Activity -
Using the listing below, please gather every line containing the word "Calia".

Exercise material START

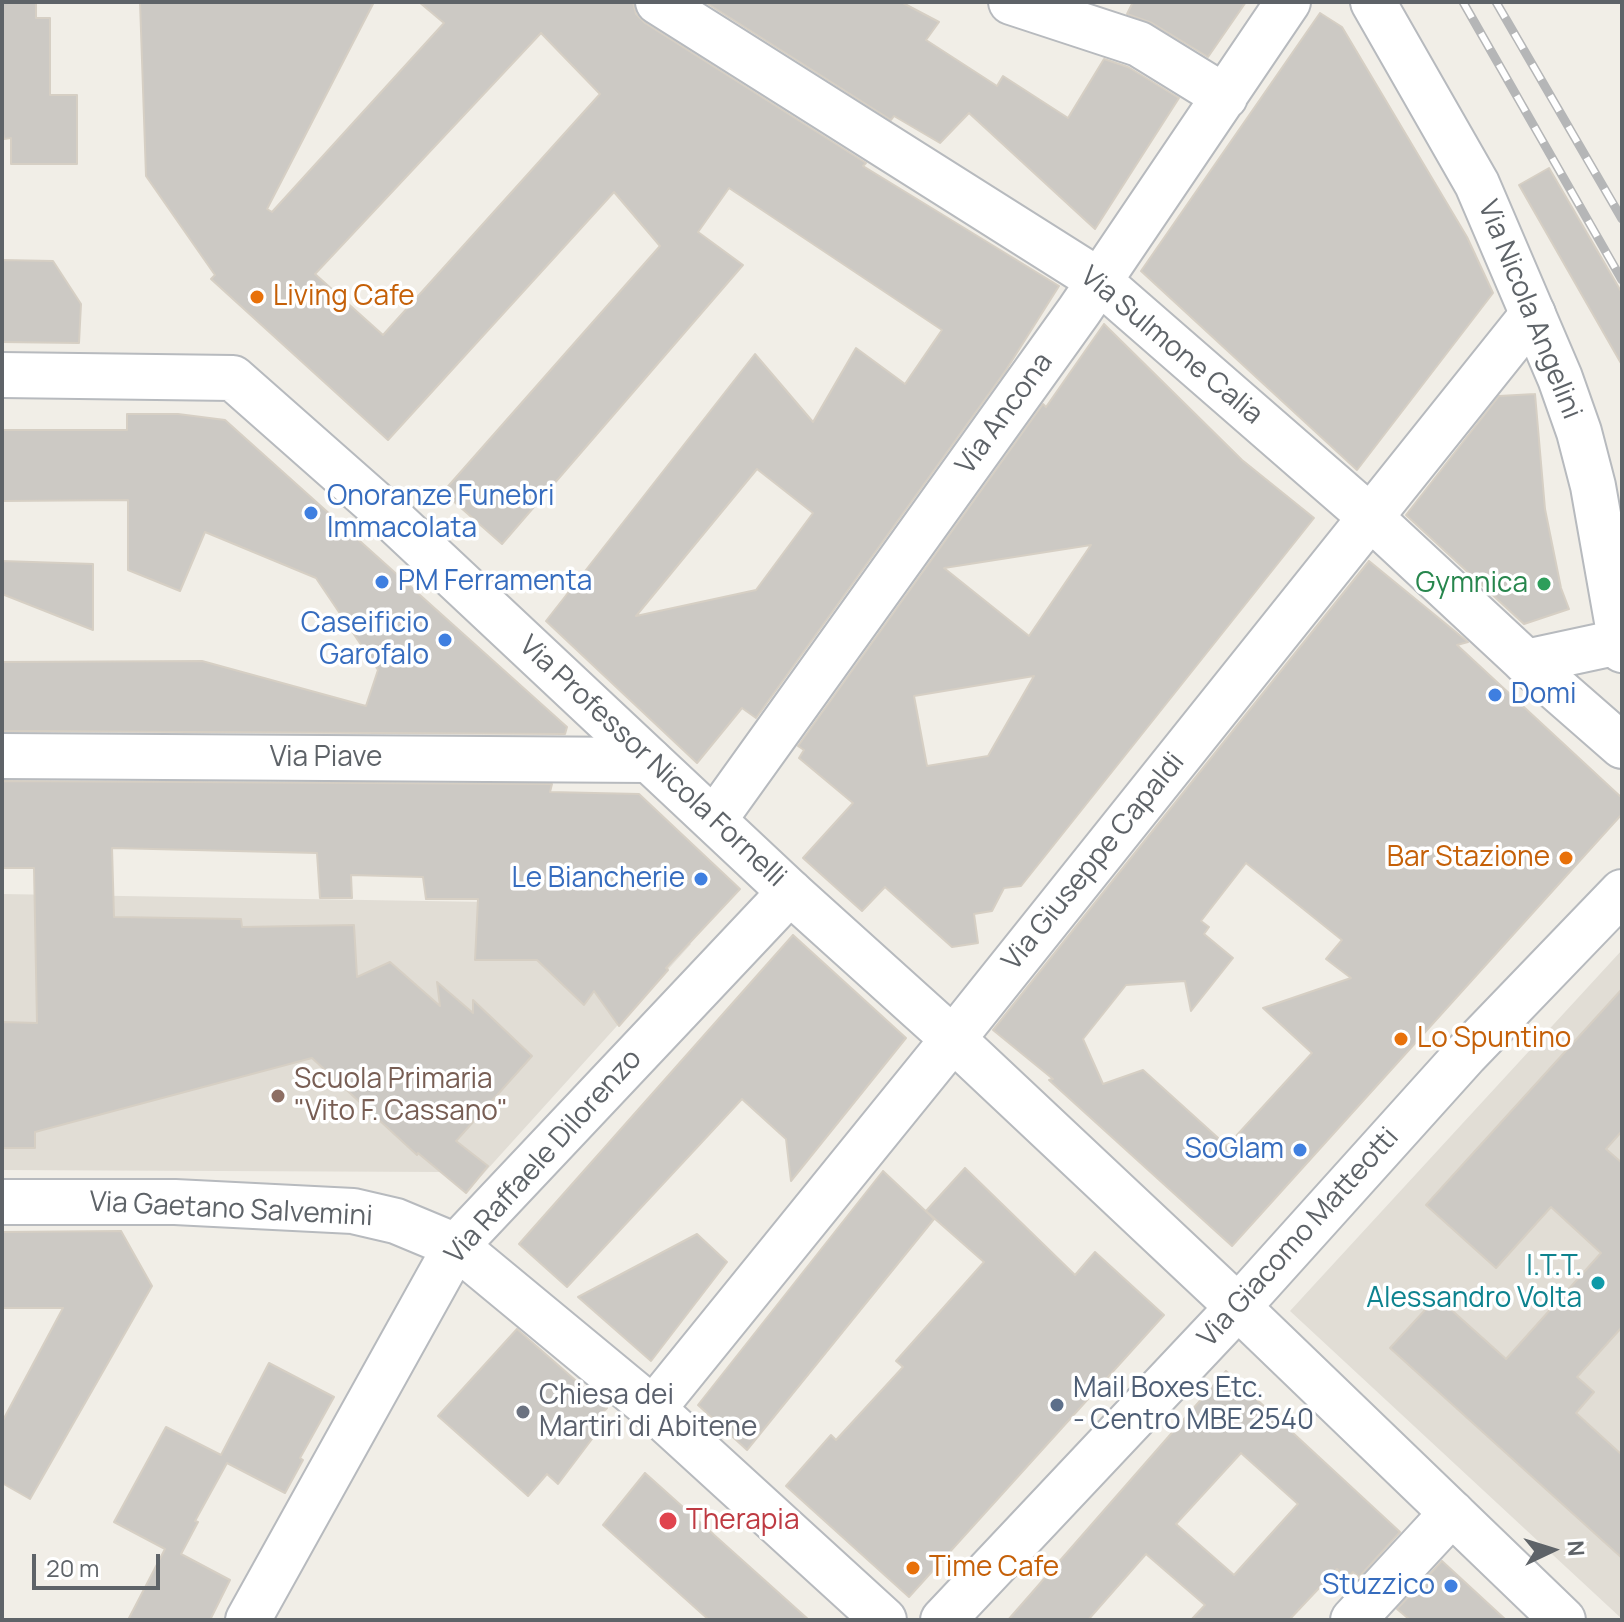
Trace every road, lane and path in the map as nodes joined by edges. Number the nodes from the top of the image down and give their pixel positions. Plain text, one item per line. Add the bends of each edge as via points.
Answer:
1 (658, 2) edge
2 (1011, 2) edge
3 (1288, 2) edge
4 (1373, 2) edge
5 (1225, 97) junction
6 (1098, 280) junction
7 (1533, 314) junction
8 (2, 375) edge
9 (1369, 516) junction
10 (1621, 646) edge
11 (1526, 662) junction
12 (1622, 746) edge
13 (2, 756) edge
14 (649, 760) junction
15 (714, 820) junction
16 (790, 892) junction
17 (1622, 892) edge
18 (953, 1039) junction
19 (2, 1202) edge
20 (456, 1246) junction
21 (1238, 1307) junction
22 (653, 1409) junction
23 (1452, 1513) junction
24 (248, 1620) edge
25 (884, 1620) edge
26 (943, 1620) edge
27 (1353, 1620) edge
28 (1563, 1620) edge

1 - 6 street, Via Sulmone Calia
2 - 5 street via 1139,44
3 - 5 street, Via Ancona
4 - 7 street, Via Nicola Angelini via 1477,184
5 - 6 street, Via Ancona
6 - 9 street, Via Sulmone Calia
6 - 15 street, Via Ancona
7 - 9 street, Via Giuseppe Capaldi
7 - 10 street, Via Nicola Angelini via 1579,432
8 - 14 street, Via Professor Nicola Fornelli via 233,378
9 - 11 street, Via Sulmone Calia
9 - 18 street, Via Giuseppe Capaldi
10 - 11 street
11 - 12 street, Via Sulmone Calia
13 - 14 street, Via Piave
14 - 15 street, Via Professor Nicola Fornelli
15 - 16 street, Via Professor Nicola Fornelli
16 - 18 street, Via Professor Nicola Fornelli
16 - 20 street, Via Raffaele Dilorenzo
17 - 21 street, Via Giacomo Matteotti via 1466,1054
18 - 21 street, Via Professor Nicola Fornelli
18 - 22 street, Via Giuseppe Capaldi
19 - 20 street, Via Gaetano Salvemini via 175,1202 353,1211 396,1221
20 - 22 street, Via Gaetano Salvemini
20 - 24 street, Via Raffaele Dilorenzo
21 - 23 street, Via Professor Nicola Fornelli
21 - 26 street, Via Giacomo Matteotti
22 - 25 street, Via Gaetano Salvemini
23 - 27 street
23 - 28 street, Via Professor Nicola Fornelli

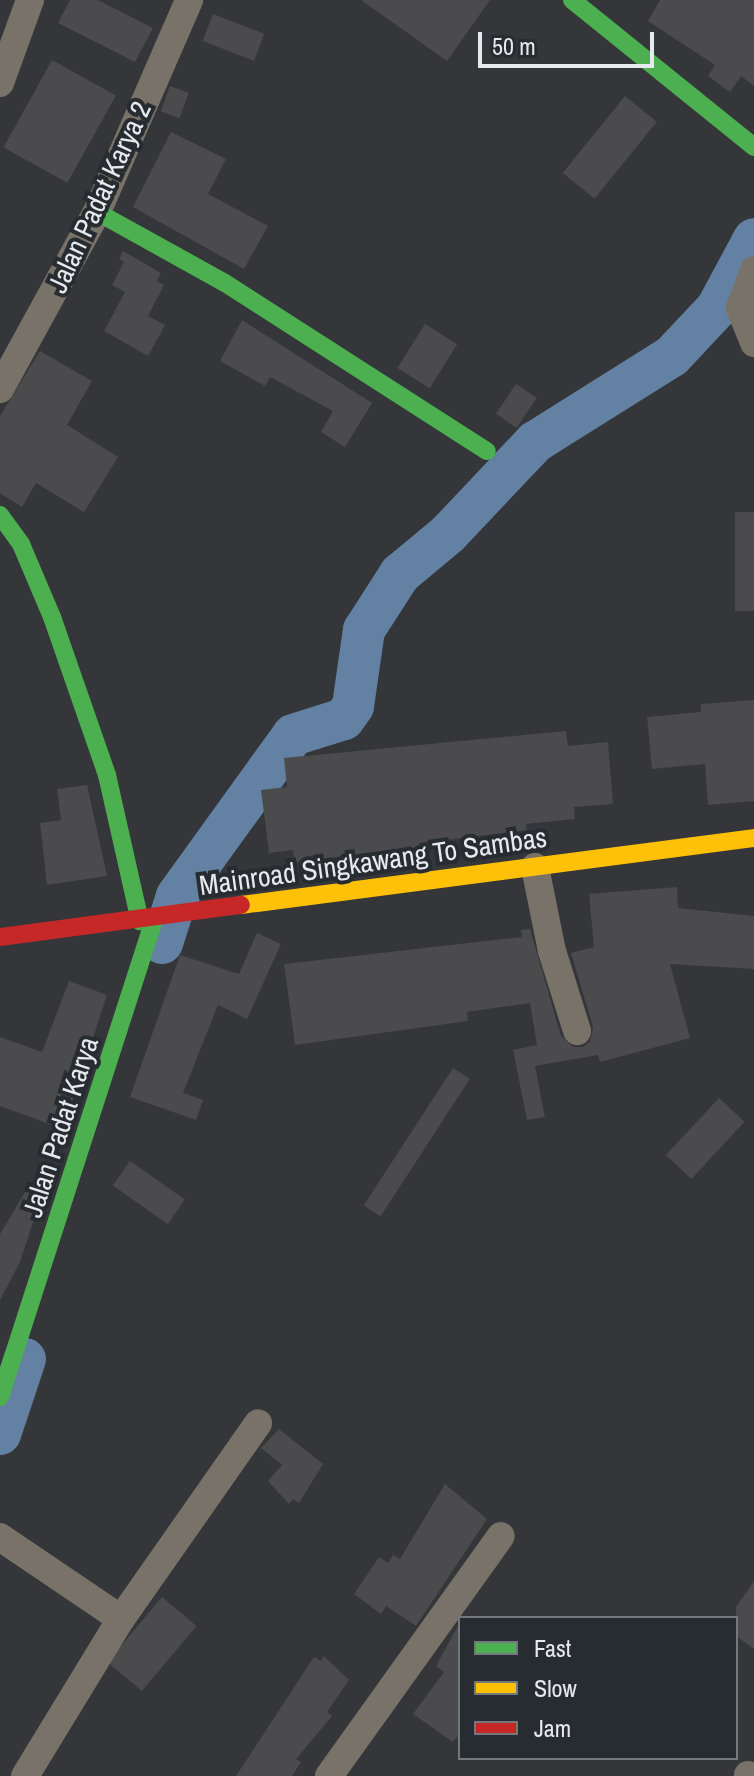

Exercise material END

Answer to this problem -
1 - 6 street, Via Sulmone Calia
6 - 9 street, Via Sulmone Calia
9 - 11 street, Via Sulmone Calia
11 - 12 street, Via Sulmone Calia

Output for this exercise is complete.